-- GIVEN DATA follows --
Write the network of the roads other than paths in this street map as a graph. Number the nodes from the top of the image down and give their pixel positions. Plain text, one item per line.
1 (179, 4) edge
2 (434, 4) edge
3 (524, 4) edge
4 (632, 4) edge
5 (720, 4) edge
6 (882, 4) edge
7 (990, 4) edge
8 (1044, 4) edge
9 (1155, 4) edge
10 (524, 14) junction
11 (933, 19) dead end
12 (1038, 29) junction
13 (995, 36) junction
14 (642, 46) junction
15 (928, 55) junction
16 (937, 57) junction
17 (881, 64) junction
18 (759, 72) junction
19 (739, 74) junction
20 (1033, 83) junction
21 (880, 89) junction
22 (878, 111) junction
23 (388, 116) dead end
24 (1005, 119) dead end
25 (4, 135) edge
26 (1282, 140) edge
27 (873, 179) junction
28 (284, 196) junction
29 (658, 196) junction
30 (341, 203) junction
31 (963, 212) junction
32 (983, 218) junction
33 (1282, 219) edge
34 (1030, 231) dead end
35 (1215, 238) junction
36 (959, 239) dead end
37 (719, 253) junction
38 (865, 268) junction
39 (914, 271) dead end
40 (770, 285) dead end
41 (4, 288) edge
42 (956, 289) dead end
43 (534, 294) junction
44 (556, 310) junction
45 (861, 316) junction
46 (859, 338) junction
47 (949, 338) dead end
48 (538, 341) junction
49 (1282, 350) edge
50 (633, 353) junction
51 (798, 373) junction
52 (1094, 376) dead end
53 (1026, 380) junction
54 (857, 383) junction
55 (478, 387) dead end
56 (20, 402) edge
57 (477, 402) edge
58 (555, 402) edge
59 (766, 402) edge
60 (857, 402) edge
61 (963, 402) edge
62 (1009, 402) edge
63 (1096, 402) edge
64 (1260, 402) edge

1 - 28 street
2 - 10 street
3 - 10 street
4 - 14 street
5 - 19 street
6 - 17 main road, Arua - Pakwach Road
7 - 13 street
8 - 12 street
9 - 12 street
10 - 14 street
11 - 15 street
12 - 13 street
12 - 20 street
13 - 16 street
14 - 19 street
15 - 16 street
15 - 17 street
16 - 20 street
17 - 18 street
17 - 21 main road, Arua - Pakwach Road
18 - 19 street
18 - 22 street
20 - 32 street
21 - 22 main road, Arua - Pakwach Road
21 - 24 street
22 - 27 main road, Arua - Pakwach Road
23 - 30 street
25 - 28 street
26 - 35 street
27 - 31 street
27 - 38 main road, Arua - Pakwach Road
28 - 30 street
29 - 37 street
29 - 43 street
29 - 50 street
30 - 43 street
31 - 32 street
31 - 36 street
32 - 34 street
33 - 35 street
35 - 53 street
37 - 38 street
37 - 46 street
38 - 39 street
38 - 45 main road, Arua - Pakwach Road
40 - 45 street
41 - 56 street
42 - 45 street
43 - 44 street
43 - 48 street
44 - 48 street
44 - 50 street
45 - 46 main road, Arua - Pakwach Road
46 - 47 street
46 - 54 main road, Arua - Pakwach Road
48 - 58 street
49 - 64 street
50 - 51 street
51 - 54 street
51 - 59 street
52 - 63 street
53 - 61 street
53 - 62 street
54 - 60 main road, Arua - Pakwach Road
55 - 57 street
-- GIVEN DATA concluded --
TASK STATEMENT
Each line above that includes the word "main" is to be copied.

YOUR RESPONSE
6 - 17 main road, Arua - Pakwach Road
17 - 21 main road, Arua - Pakwach Road
21 - 22 main road, Arua - Pakwach Road
22 - 27 main road, Arua - Pakwach Road
27 - 38 main road, Arua - Pakwach Road
38 - 45 main road, Arua - Pakwach Road
45 - 46 main road, Arua - Pakwach Road
46 - 54 main road, Arua - Pakwach Road
54 - 60 main road, Arua - Pakwach Road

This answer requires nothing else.